Dataset entries.
>>

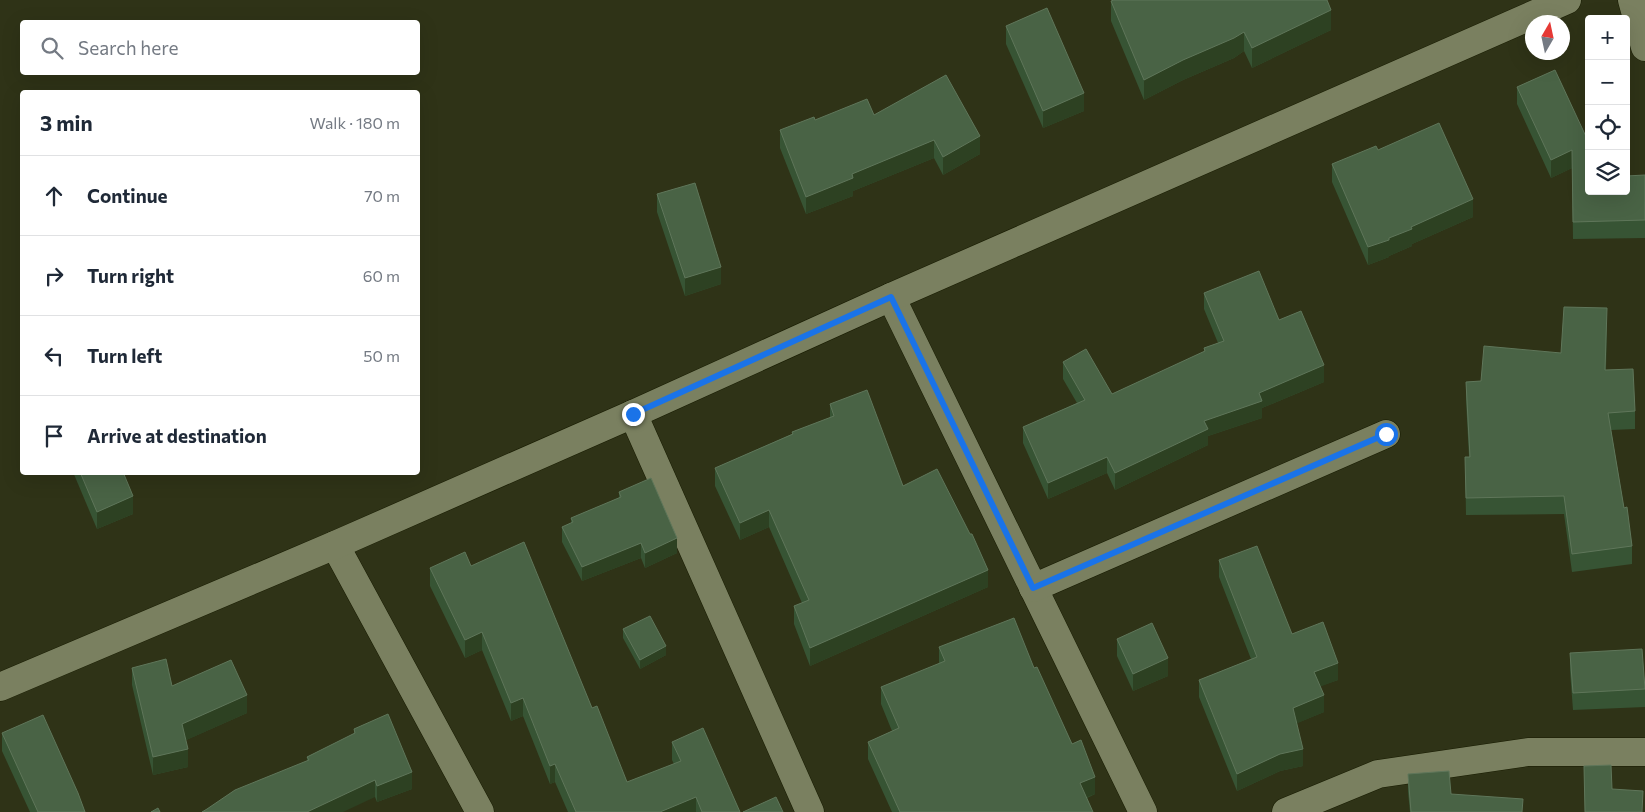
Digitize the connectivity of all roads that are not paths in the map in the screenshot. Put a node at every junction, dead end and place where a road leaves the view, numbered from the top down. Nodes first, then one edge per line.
1 (1567, 0) edge
2 (1632, 0) edge
3 (1645, 47) edge
4 (891, 297) junction
5 (633, 414) junction
6 (1386, 434) dead end
7 (335, 545) junction
8 (1033, 588) junction
9 (0, 687) edge
10 (1645, 752) edge
11 (471, 809) edge
12 (810, 812) edge
13 (1143, 812) edge
14 (1286, 812) edge

1 - 4 street
2 - 3 street
4 - 5 street
4 - 8 street
5 - 7 street
5 - 12 street
6 - 8 street
7 - 9 street
7 - 11 street
8 - 13 street
10 - 14 street

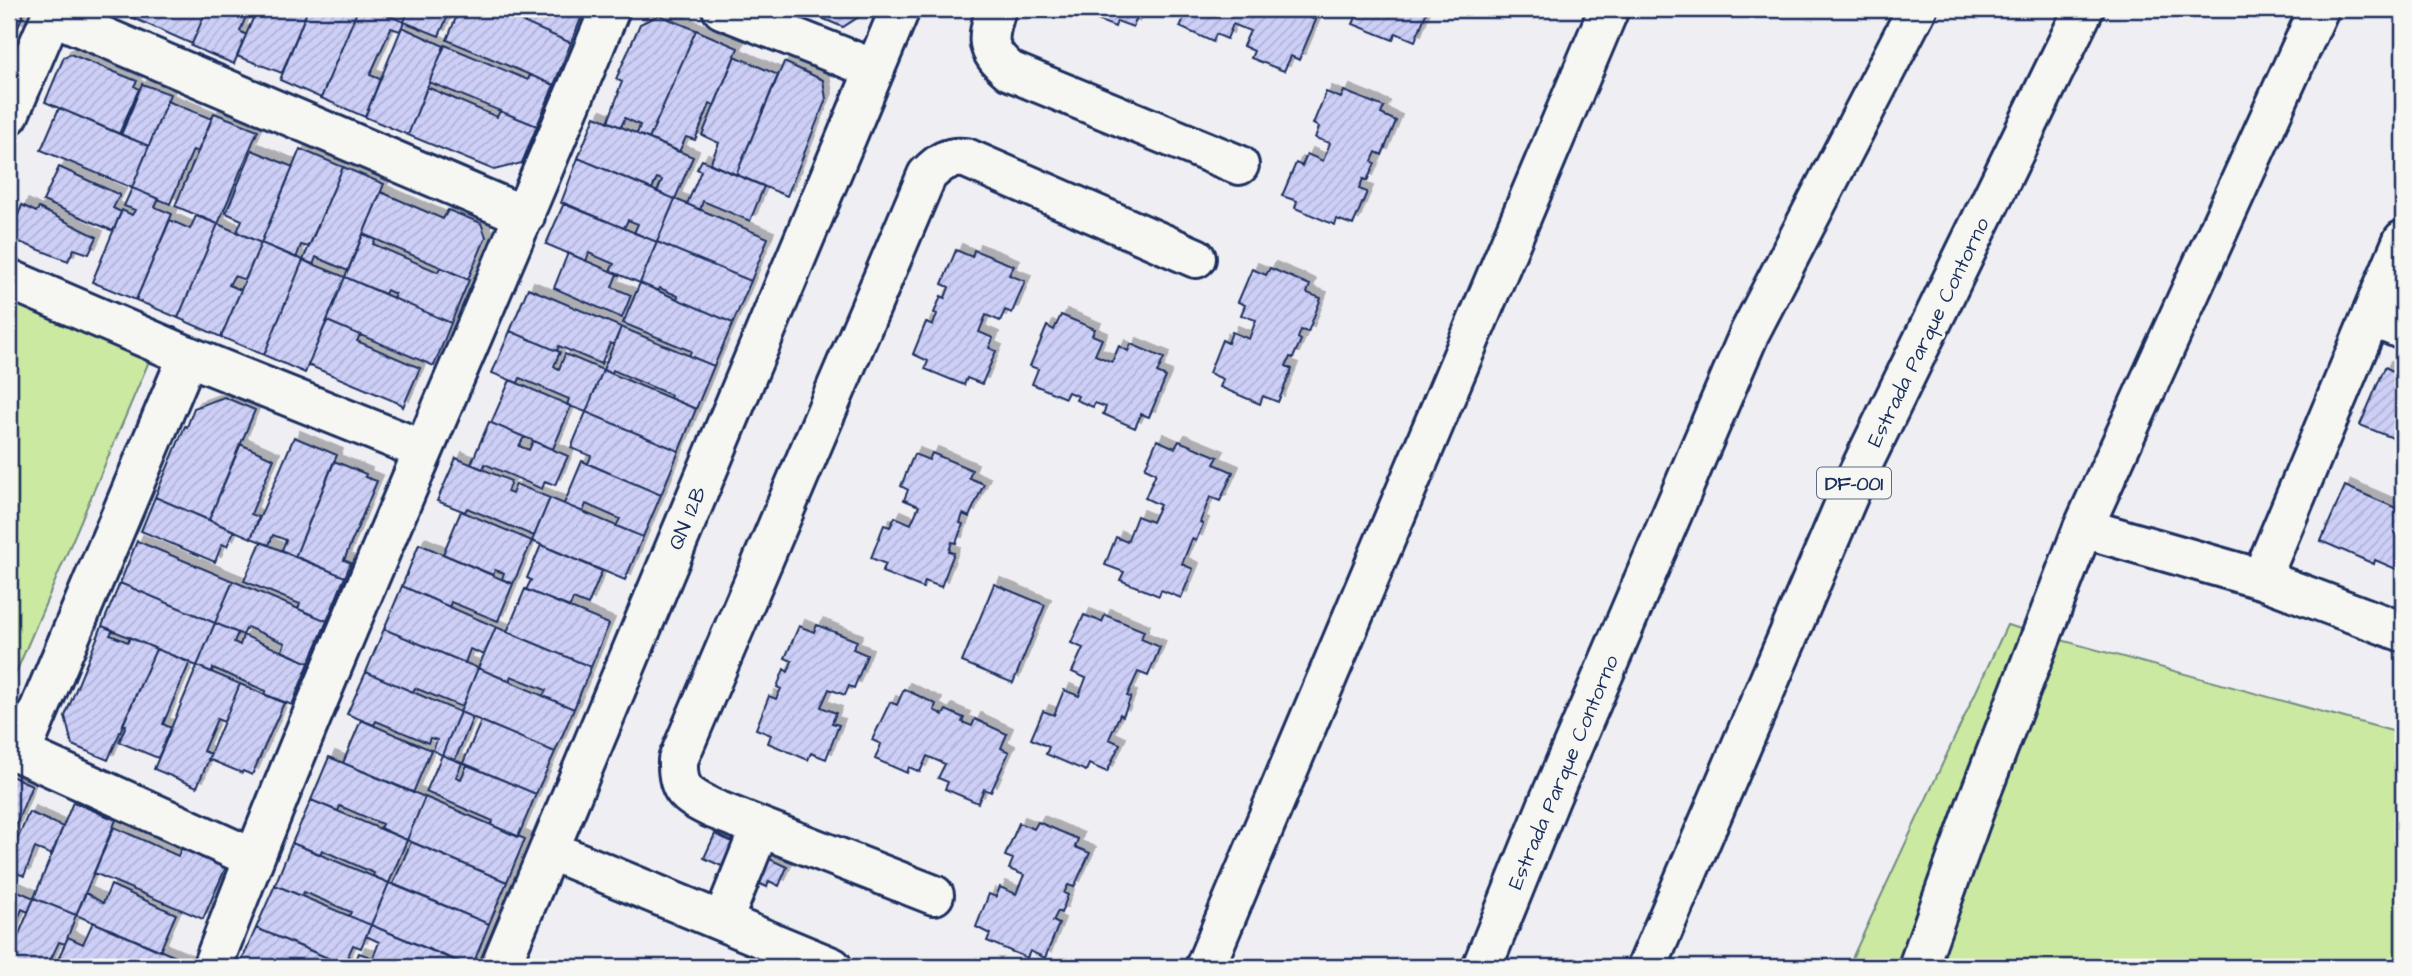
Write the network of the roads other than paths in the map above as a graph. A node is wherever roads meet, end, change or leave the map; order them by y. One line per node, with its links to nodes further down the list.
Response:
1 (610, 9): 13 (main road)
2 (722, 9): 10 (main road)
3 (900, 9): 10 (main road, QN 12B)
4 (996, 9): 12 (main road)
5 (1609, 9): 32 (main road)
6 (1917, 9): 33 (main road, Estrada Parque Contorno)
7 (2084, 9): 34 (main road, Estrada Parque Contorno / DF-001)
8 (2319, 9): 20 (main road)
9 (53, 12): 11 (main road); 13 (main road)
10 (874, 69): 25 (main road, QN 12B)
11 (9, 115)
12 (1238, 165)
13 (525, 216): 19 (main road)
14 (2403, 240): 17 (main road)
15 (1196, 258): 24 (main road)
16 (9, 279): 18 (main road)
17 (2388, 323): 21 (main road)
18 (188, 356): 19 (main road); 23 (main road)
19 (423, 450): 26 (main road)
20 (2083, 528): 21 (main road); 35 (main road)
21 (2261, 579): 22 (main road)
22 (2403, 632)
23 (15, 750): 26 (main road)
24 (760, 828): 27 (main road); 28 (main road)
25 (549, 850): 28 (main road); 30 (main road, QN 12B)
26 (253, 858): 29 (main road)
27 (934, 895)
28 (723, 920): 31 (main road)
29 (212, 967)
30 (500, 967)
31 (832, 967)
32 (1205, 967)
33 (1482, 967)
34 (1647, 967)
35 (1918, 967)

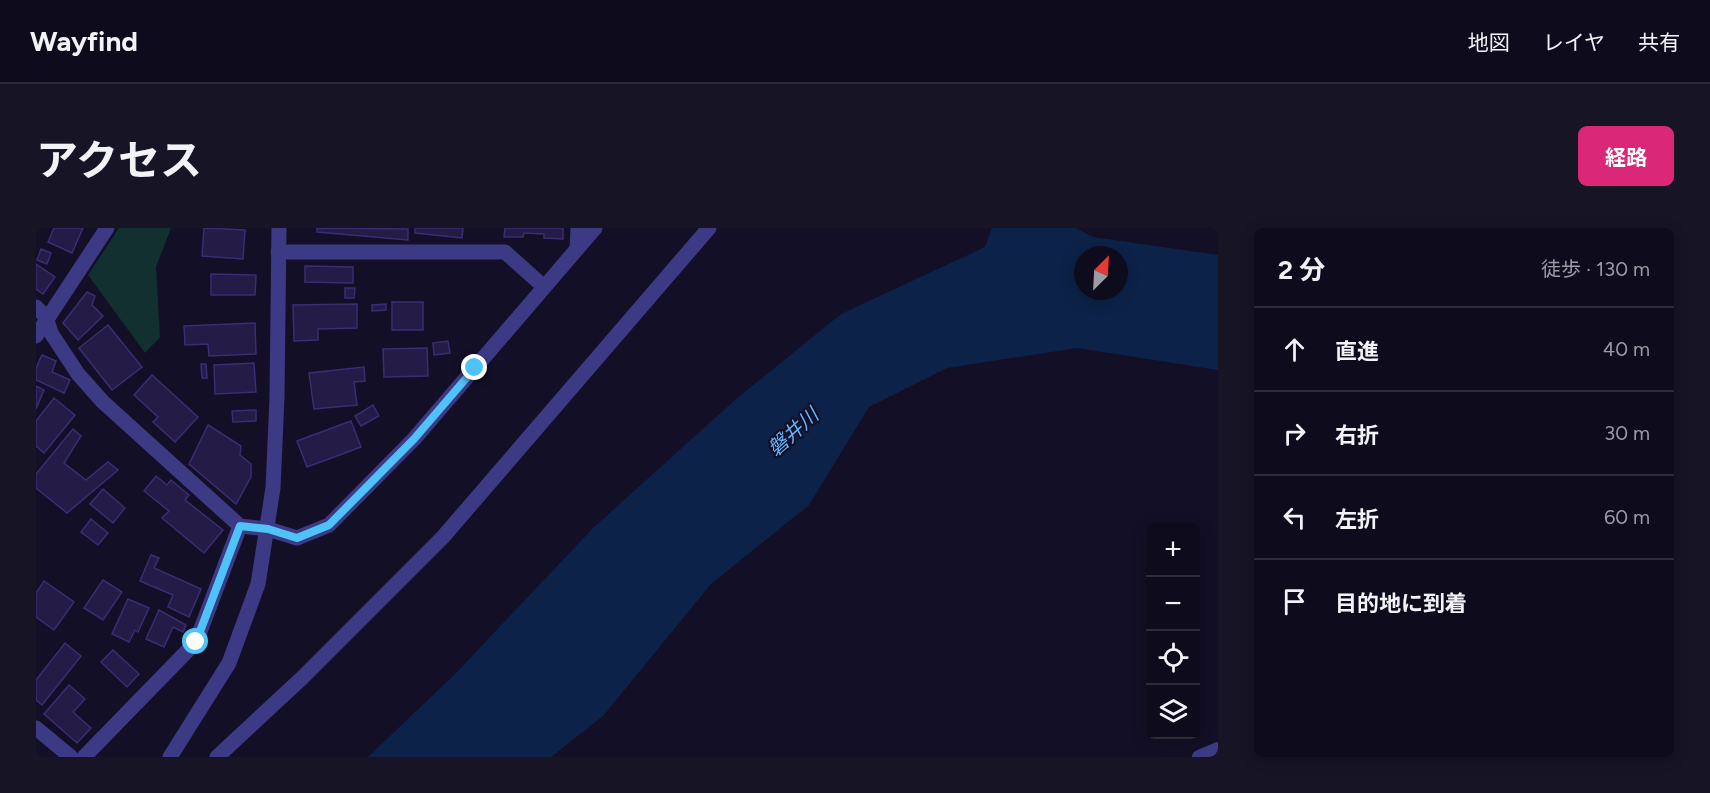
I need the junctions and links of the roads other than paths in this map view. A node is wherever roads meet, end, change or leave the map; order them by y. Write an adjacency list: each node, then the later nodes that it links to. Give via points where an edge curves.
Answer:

<<

WHAT IS REQUIRED.
Each entry above should be written out again exactly, without its pictures.

REPLY TO THE EXERCISE.
Digitize the connectivity of all roads that are not paths in the map in the screenshot. Put a node at every junction, dead end and place where a road leaves the view, numbered from the top down. Nodes first, then one edge per line.
1 (1567, 0) edge
2 (1632, 0) edge
3 (1645, 47) edge
4 (891, 297) junction
5 (633, 414) junction
6 (1386, 434) dead end
7 (335, 545) junction
8 (1033, 588) junction
9 (0, 687) edge
10 (1645, 752) edge
11 (471, 809) edge
12 (810, 812) edge
13 (1143, 812) edge
14 (1286, 812) edge

1 - 4 street
2 - 3 street
4 - 5 street
4 - 8 street
5 - 7 street
5 - 12 street
6 - 8 street
7 - 9 street
7 - 11 street
8 - 13 street
10 - 14 street

Write the network of the roads other than paths in the map above as a graph. A node is wherever roads meet, end, change or leave the map; order them by y. One line per node, with its links to nodes further down the list.
Response:
1 (610, 9): 13 (main road)
2 (722, 9): 10 (main road)
3 (900, 9): 10 (main road, QN 12B)
4 (996, 9): 12 (main road)
5 (1609, 9): 32 (main road)
6 (1917, 9): 33 (main road, Estrada Parque Contorno)
7 (2084, 9): 34 (main road, Estrada Parque Contorno / DF-001)
8 (2319, 9): 20 (main road)
9 (53, 12): 11 (main road); 13 (main road)
10 (874, 69): 25 (main road, QN 12B)
11 (9, 115)
12 (1238, 165)
13 (525, 216): 19 (main road)
14 (2403, 240): 17 (main road)
15 (1196, 258): 24 (main road)
16 (9, 279): 18 (main road)
17 (2388, 323): 21 (main road)
18 (188, 356): 19 (main road); 23 (main road)
19 (423, 450): 26 (main road)
20 (2083, 528): 21 (main road); 35 (main road)
21 (2261, 579): 22 (main road)
22 (2403, 632)
23 (15, 750): 26 (main road)
24 (760, 828): 27 (main road); 28 (main road)
25 (549, 850): 28 (main road); 30 (main road, QN 12B)
26 (253, 858): 29 (main road)
27 (934, 895)
28 (723, 920): 31 (main road)
29 (212, 967)
30 (500, 967)
31 (832, 967)
32 (1205, 967)
33 (1482, 967)
34 (1647, 967)
35 (1918, 967)

I need the junctions and links of the roads other than paths in this map view. A node is wherever roads meet, end, change or leave the map; order them by y. Write an adjacency list: each node, then the later nodes that it links to. Give via points where an edge curves.
Answer:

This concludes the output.